Google’s Threat Analysis Group (TAG) discovered that cybercriminals targeting visitors to Hong Kong sites were exploiting a previously unknown, or zero-day, bug in macOS to snoop on them.
Apple fixed the flaw, known as CVE-2021-30869, in a macOS Catalina release in September, almost a month since Google TAG researchers discovered it.
“A malicious application may be able to execute arbitrary code with kernel privileges. Apple is aware of reports that an exploit for this issue exists in the wild,” Apple stated that the bug was discovered by Google TAG researchers.
Google has now supplied further details, stating that it was a “watering hole” assault, in which attackers choose websites to hack based on the characteristics of usual users.
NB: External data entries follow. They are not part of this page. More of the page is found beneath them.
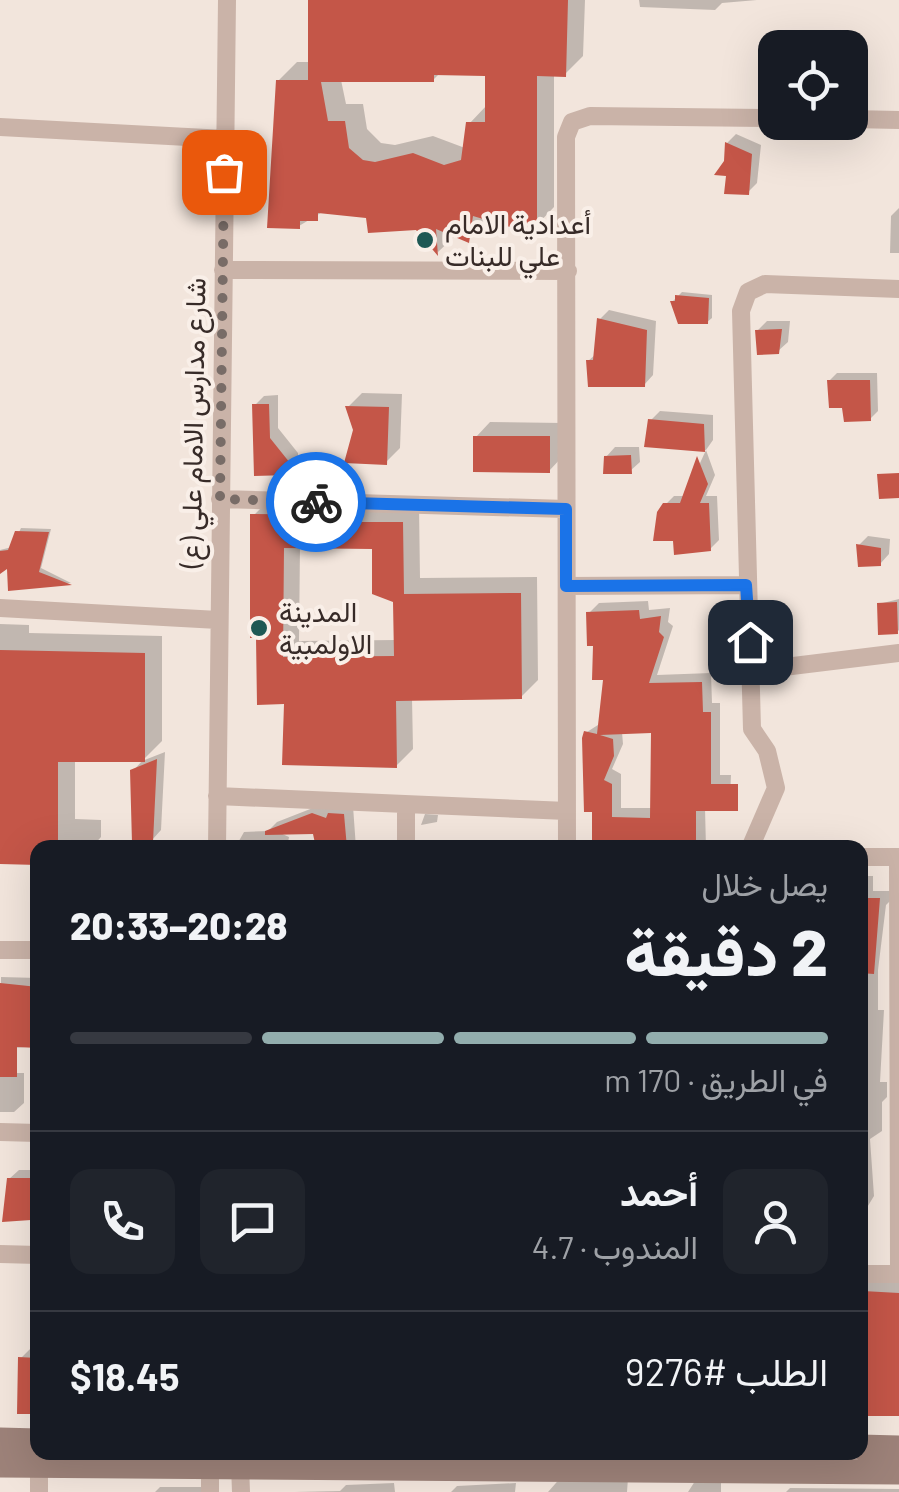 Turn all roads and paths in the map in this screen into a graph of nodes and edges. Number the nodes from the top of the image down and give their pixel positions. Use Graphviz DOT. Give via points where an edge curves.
graph roads {
  1 [pos="227,0"];
  2 [pos="758,118"];
  3 [pos="868,119"];
  4 [pos="899,120"];
  5 [pos="0,126"];
  6 [pos="225,139"];
  7 [pos="223,270"];
  8 [pos="568,271"];
  9 [pos="899,289"];
  10 [pos="220,499"];
  11 [pos="566,509"];
  12 [pos="746,585"];
  13 [pos="566,586"];
  14 [pos="0,608"];
  15 [pos="218,620"];
  16 [pos="899,653"];
  17 [pos="752,671"];
  18 [pos="217,796"];
  19 [pos="406,806"];
  20 [pos="567,812"];
  21 [pos="217,840"];
  22 [pos="406,840"];
  23 [pos="567,840"];
  24 [pos="753,840"];
  25 [pos="868,856"];
  26 [pos="898,857"];
  27 [pos="0,950"];
  28 [pos="30,950"];
  29 [pos="0,1132"];
  30 [pos="30,1132"];
  31 [pos="0,1254"];
  32 [pos="30,1255"];
  33 [pos="899,1273"];
  34 [pos="868,1274"];
  35 [pos="0,1440"];
  36 [pos="868,1447"];
  37 [pos="899,1448"];
  38 [pos="30,1449"];
  39 [pos="30,1455"];
  40 [pos="38,1460"];
  41 [pos="87,1460"];
  42 [pos="662,1460"];
  43 [pos="0,1465"];
  44 [pos="240,1466"];
  45 [pos="899,1472"];
  46 [pos="210,1480"];
  47 [pos="746,1480"];
  48 [pos="40,1492"];
  49 [pos="241,1492"];
  1 -- 6 [label="street, شارع مدارس الامام علي (ع)"];
  2 -- 8 [label="street" via="590,116 572,122 566,136"];
  3 -- 4 [label="street"];
  5 -- 6 [label="street"];
  6 -- 7 [label="street, شارع مدارس الامام علي (ع)"];
  7 -- 8 [label="street"];
  7 -- 10 [label="street, شارع مدارس الامام علي (ع)"];
  8 -- 11 [label="street"];
  9 -- 12 [label="street" via="765,284 748,292 741,310"];
  10 -- 11 [label="street"];
  10 -- 15 [label="street, شارع مدارس الامام علي (ع)"];
  11 -- 13 [label="street"];
  12 -- 13 [label="street"];
  12 -- 17 [label="street"];
  13 -- 20 [label="street"];
  14 -- 15 [label="street"];
  15 -- 18 [label="street, شارع مدارس الامام علي (ع)"];
  16 -- 17 [label="street"];
  17 -- 24 [label="street" via="752,729 767,751 776,788"];
  18 -- 19 [label="street"];
  18 -- 21 [label="street, شارع مدارس الامام علي (ع)"];
  19 -- 20 [label="street"];
  19 -- 22 [label="street"];
  20 -- 23 [label="street"];
  25 -- 26 [label="street"];
  26 -- 33 [label="street"];
  27 -- 28 [label="street"];
  29 -- 30 [label="street"];
  31 -- 32 [label="street"];
  33 -- 34 [label="street"];
  35 -- 38 [label="street"];
  36 -- 37 [label="street"];
  39 -- 43 [label="street"];
  40 -- 48 [label="street"];
  41 -- 46 [label="street"];
  42 -- 44 [label="street"];
  42 -- 47 [label="street"];
  44 -- 46 [label="street"];
  44 -- 49 [label="street"];
  45 -- 47 [label="street"];
}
The assaults were aimed at Mac as well as iPhone users.
“The websites leveraged for the attacks contained two iframes which served exploits from an attacker-controlled server — one for iOS and the other for macOS,” said Erye Hernandez of Google TAG.
The watering hole exploited an unfixed XNU privilege escalation flaw in macOS Catalina at the time, resulting in the download of a backdoor.
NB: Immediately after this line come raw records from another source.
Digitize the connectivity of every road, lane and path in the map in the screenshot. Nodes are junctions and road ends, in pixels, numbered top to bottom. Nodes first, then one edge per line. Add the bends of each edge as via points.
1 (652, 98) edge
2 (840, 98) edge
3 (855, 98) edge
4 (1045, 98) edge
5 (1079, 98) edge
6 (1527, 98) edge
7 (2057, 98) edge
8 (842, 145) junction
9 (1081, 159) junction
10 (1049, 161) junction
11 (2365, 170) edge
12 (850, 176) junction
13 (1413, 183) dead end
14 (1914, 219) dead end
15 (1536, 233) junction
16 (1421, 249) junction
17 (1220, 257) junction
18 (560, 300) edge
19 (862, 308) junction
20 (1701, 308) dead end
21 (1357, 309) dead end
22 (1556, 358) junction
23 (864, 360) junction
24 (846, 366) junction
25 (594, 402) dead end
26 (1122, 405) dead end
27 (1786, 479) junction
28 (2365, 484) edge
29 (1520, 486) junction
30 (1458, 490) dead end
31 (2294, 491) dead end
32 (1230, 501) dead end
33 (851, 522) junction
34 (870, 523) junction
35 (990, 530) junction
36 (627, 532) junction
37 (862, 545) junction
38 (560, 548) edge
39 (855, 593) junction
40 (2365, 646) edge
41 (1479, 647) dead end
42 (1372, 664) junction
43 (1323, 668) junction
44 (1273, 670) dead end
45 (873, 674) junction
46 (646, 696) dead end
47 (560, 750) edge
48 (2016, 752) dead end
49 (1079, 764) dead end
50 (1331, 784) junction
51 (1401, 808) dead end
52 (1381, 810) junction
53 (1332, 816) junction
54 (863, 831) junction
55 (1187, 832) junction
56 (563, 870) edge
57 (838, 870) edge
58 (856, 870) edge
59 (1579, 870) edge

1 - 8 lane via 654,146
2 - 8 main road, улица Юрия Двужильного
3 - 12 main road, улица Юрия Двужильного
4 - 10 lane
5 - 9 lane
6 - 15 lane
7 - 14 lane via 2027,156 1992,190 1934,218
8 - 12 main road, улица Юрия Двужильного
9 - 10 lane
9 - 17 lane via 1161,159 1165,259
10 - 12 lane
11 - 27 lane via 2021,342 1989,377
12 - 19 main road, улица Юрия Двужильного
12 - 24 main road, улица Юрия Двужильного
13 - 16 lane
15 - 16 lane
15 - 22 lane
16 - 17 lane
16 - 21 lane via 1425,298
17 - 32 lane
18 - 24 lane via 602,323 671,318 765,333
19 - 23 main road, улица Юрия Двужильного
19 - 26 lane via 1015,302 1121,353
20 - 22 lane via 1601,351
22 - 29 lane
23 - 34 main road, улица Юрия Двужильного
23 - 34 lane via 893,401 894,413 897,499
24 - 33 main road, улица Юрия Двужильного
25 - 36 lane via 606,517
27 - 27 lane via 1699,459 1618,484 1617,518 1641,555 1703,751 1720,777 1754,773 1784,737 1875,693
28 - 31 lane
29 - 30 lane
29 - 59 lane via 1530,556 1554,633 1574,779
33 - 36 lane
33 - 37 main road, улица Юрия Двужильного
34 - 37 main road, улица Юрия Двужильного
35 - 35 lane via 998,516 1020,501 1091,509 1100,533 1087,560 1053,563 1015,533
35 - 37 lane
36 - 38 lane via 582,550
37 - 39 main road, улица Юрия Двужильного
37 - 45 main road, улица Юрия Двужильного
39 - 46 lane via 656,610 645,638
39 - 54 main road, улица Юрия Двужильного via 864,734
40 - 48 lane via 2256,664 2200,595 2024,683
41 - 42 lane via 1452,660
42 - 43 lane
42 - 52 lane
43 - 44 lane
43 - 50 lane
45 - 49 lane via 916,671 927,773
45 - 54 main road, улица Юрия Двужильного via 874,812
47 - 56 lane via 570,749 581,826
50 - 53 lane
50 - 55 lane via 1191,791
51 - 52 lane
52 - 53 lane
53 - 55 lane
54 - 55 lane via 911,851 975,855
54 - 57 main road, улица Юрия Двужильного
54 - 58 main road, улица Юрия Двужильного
“We believe this threat actor to be a well-resourced group, likely state-backed, with access to their own software engineering team based on the quality of the payload code,” he added.
The attackers used the previously revealed XNU hole, CVE-2020-27932, and a similar exploit to build an elevation of control problem that granted them root privileges on a target Mac.
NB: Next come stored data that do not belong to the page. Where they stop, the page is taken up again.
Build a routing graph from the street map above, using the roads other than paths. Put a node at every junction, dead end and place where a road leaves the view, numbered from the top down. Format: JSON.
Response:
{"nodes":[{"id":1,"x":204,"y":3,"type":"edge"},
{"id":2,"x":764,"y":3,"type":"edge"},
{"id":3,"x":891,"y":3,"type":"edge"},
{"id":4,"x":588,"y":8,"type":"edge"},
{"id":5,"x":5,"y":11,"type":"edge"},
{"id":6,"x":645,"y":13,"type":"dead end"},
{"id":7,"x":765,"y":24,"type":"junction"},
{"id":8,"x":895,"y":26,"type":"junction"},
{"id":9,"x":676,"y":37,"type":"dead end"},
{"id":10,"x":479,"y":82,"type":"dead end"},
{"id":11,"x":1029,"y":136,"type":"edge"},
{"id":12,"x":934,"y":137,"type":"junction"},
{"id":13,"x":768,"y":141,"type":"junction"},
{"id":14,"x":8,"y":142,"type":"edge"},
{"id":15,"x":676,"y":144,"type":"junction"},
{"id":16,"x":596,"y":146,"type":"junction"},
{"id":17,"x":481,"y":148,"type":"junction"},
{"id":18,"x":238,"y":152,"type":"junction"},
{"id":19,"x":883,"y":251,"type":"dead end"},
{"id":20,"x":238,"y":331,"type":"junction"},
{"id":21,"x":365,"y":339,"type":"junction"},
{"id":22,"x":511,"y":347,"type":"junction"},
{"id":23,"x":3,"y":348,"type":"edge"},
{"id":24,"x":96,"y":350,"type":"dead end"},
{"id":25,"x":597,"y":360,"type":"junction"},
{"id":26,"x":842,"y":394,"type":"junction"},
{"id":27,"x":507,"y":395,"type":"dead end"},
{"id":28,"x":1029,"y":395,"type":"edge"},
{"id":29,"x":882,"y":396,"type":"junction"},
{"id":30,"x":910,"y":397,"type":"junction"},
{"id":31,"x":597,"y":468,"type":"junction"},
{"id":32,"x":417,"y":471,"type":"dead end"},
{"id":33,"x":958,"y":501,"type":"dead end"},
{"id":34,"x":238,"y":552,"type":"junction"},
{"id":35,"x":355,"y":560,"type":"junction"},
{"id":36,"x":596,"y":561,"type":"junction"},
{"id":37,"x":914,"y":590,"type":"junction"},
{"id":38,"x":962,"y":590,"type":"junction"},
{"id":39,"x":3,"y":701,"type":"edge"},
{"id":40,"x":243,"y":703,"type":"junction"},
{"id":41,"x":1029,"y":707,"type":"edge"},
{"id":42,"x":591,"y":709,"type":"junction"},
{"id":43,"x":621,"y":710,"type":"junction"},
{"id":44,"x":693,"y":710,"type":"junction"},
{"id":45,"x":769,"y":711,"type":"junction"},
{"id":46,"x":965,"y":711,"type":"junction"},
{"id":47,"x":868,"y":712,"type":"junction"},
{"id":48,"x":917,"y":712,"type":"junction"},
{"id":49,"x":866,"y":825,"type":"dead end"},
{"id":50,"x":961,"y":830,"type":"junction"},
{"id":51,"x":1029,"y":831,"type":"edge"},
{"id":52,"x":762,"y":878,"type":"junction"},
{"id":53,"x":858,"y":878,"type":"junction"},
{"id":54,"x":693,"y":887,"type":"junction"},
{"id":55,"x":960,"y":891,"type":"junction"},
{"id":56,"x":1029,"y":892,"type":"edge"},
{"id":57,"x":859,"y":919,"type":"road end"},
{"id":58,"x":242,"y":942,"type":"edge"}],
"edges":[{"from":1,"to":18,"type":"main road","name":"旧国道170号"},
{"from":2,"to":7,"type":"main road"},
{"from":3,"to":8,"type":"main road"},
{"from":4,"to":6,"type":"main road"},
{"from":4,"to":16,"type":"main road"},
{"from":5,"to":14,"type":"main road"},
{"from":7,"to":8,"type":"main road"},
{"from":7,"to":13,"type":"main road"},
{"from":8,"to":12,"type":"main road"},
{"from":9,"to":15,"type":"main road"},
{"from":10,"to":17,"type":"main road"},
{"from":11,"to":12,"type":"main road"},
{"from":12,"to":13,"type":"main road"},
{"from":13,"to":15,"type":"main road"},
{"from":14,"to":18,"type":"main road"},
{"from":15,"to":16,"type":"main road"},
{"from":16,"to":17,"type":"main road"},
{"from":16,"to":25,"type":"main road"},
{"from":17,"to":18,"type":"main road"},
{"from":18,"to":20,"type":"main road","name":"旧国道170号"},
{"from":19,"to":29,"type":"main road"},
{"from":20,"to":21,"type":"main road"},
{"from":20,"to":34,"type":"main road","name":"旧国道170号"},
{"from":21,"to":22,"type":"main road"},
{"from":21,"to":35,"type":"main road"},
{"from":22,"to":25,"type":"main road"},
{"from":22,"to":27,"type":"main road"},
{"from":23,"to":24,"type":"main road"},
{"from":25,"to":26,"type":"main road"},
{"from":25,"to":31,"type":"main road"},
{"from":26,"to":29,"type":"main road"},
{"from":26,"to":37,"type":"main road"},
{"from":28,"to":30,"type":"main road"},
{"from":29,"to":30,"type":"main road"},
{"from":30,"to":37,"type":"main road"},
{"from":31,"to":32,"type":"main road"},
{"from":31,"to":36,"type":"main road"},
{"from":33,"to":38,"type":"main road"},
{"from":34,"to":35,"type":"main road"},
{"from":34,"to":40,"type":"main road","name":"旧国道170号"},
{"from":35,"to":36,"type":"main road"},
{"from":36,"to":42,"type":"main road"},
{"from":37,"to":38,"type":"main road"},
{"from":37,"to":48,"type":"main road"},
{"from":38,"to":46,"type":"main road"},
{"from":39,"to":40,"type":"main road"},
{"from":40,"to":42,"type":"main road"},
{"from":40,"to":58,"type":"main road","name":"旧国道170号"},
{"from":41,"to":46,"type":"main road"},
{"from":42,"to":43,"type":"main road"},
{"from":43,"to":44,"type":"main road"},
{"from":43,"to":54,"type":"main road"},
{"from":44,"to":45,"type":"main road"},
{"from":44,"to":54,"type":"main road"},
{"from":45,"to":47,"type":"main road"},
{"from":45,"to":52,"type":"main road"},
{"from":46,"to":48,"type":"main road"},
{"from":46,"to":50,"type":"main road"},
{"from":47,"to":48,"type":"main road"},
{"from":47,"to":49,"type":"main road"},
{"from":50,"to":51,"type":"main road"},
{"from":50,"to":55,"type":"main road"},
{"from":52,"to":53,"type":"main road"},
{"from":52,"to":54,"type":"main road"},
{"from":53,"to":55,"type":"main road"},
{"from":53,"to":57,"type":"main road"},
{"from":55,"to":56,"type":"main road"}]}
Once the attackers got root access, they installed a payload that operated silently in the back on affected Macs. As per Google TAG, the malware’s architecture signals a well-resourced adversary.
“The payload seems to be a product of extensive software engineering. It uses a publish-subscribe model via a Data Distribution Service (DDS) framework for communicating with the C2. It also has several components, some of which appear to be configured as modules,” notes Hernandez.
The backdoor had the usual suspicious characteristics of malware designed to spy on a victim, such as a device fingerprinting, screengrabs, the capacity to upload and download data, and the ability to implement terminal commands. In addition, the spyware could intercept audio and track keystrokes.
Google did not reveal the websites that were targeted but did say that they comprised a “media outlet and a prominent pro-democracy labor and political group” relating to Hong Kong affairs.